Posted in the wrong thread.....--------------------------------------------------------------------------------
Ok girls.. I am here... just shaking the sand out of my ears.
OK so much has happened in here since I lost the nerve to post but I have been popping in to read from time to time.
Flowerchild - glad you are back with us.
Spring - please don't abandon us for the other forum... you input here is valued and needed, besides most of the girls want your babydust.
Lynn - there are recipies coming, I promise. Oh and thanks for sending out the little messages in your posts for me, it really touched.
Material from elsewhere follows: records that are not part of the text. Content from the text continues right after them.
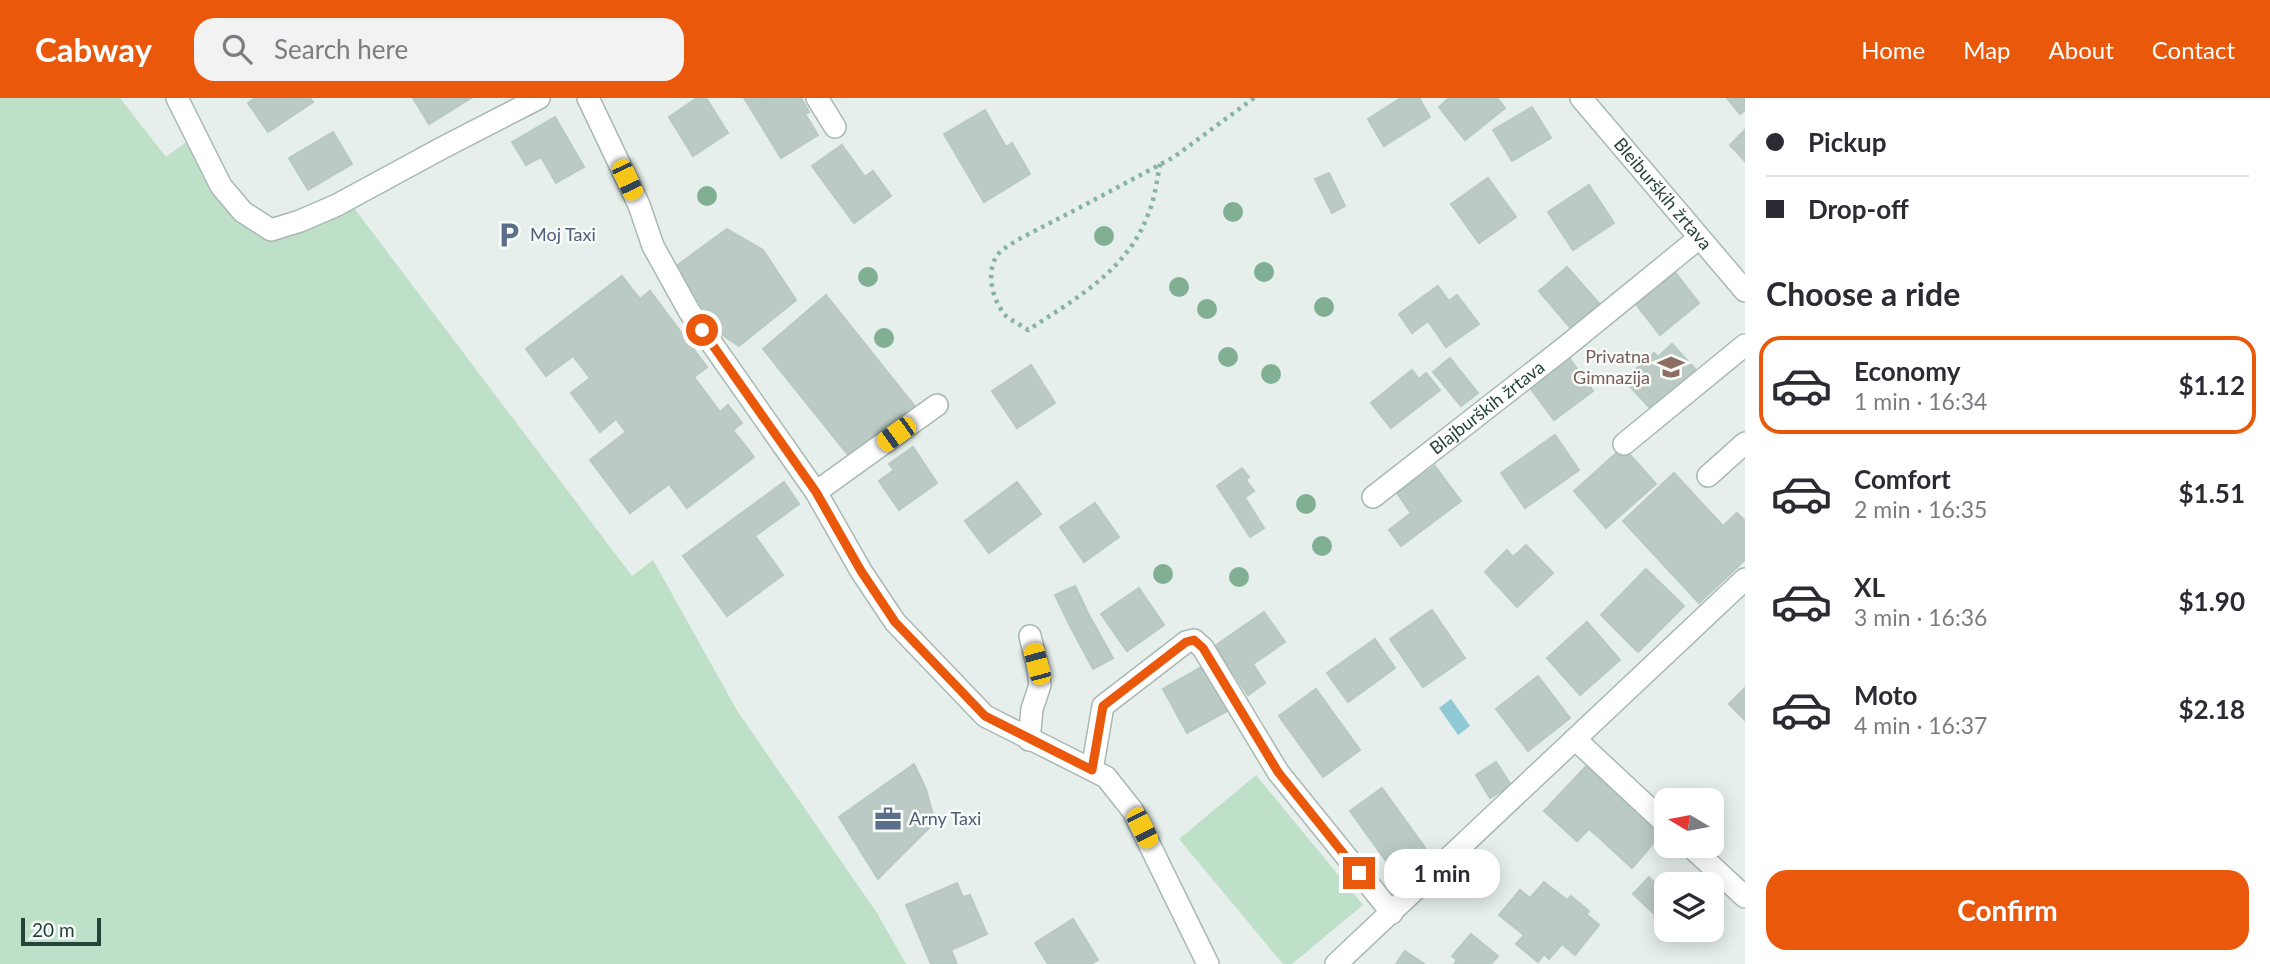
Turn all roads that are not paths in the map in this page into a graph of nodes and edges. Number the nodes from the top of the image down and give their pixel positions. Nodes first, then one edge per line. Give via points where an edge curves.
1 (177, 98) edge
2 (539, 98) edge
3 (588, 98) edge
4 (817, 98) edge
5 (1581, 98) edge
6 (498, 107) edge
7 (835, 127) dead end
8 (1699, 238) junction
9 (1745, 292) edge
10 (1745, 345) edge
11 (936, 405) dead end
12 (1745, 443) edge
13 (1624, 444) dead end
14 (1708, 476) dead end
15 (816, 492) junction
16 (1373, 497) dead end
17 (1745, 579) edge
18 (1030, 636) dead end
19 (1575, 739) junction
20 (1029, 740) junction
21 (1092, 770) junction
22 (1654, 813) edge
23 (1703, 858) edge
24 (1745, 897) edge
25 (1392, 913) junction
26 (1208, 964) edge
27 (1336, 964) edge

1 - 6 street via 221,186 243,212 271,230 337,205
2 - 6 street
3 - 15 street via 639,205 653,246 689,311
4 - 7 street
5 - 8 street, Bleiburških žrtava
8 - 9 street, Bleiburških žrtava
8 - 16 street, Blajburških žrtava
10 - 13 street
11 - 15 street
12 - 14 street
15 - 20 street via 895,622 985,716
17 - 19 street
18 - 20 street via 1040,685
19 - 22 street
19 - 25 street
20 - 21 street
21 - 25 street via 1103,706 1194,640 1278,772
21 - 26 street via 1106,777 1133,811
23 - 24 street
25 - 27 street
Mel - I will call you soon.
Everyone else - hope you are doing well.
OK I have been in Ostrich mode and have burried my head in the sands of denial. I have been having a bit of an emotional struggle atm and so instead of facing and dealing with my demons I have been totally ignoring all the termoil and acting like everything is fine, which it is so far from being. This lead to a bit of a breakdown, I could come in here and when i did I couldn't post, I just felt sad and sick and wanted to cry. So ever the mature well balanced being that I am I just avoided it... if I can't see it its not really there right?... so I am back. I will be posting. Maybe not as much as some of you ... but I think I need to do this in baby steps. Its really hitting hard atm as I have a few pg people around me who are all due around when the twins were due and they are all having boys... sometimes its just hard to keep smiling and hoping my face wont crack.